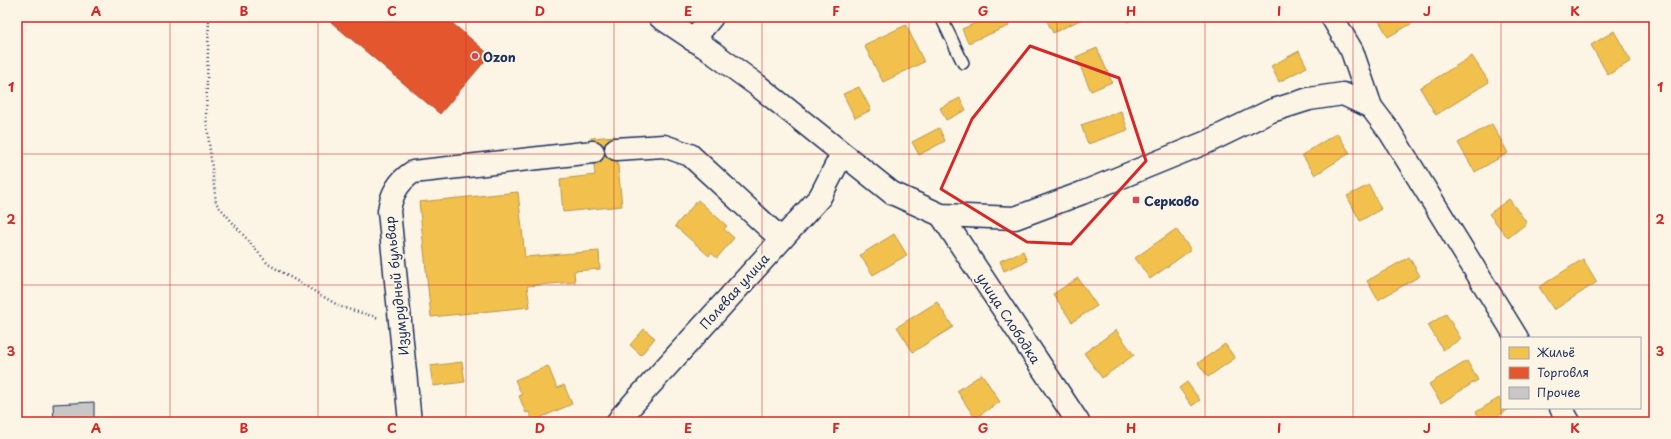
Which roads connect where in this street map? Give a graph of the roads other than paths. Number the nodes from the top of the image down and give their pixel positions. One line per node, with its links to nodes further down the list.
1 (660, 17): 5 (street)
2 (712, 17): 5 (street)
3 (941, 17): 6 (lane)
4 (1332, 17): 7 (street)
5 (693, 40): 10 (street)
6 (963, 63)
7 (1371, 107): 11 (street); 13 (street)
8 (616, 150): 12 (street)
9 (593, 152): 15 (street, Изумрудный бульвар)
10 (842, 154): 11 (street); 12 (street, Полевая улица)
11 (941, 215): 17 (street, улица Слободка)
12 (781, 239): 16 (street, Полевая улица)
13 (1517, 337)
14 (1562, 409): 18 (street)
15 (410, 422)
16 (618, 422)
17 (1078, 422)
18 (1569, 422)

- [WHAT THE TASK REQUIRES]: Without including any images, output the data exactly as given.

- [RESULT BELOW]:
Which roads connect where in this street map? Give a graph of the roads other than paths. Number the nodes from the top of the image down and give their pixel positions. One line per node, with its links to nodes further down the list.
1 (660, 17): 5 (street)
2 (712, 17): 5 (street)
3 (941, 17): 6 (lane)
4 (1332, 17): 7 (street)
5 (693, 40): 10 (street)
6 (963, 63)
7 (1371, 107): 11 (street); 13 (street)
8 (616, 150): 12 (street)
9 (593, 152): 15 (street, Изумрудный бульвар)
10 (842, 154): 11 (street); 12 (street, Полевая улица)
11 (941, 215): 17 (street, улица Слободка)
12 (781, 239): 16 (street, Полевая улица)
13 (1517, 337)
14 (1562, 409): 18 (street)
15 (410, 422)
16 (618, 422)
17 (1078, 422)
18 (1569, 422)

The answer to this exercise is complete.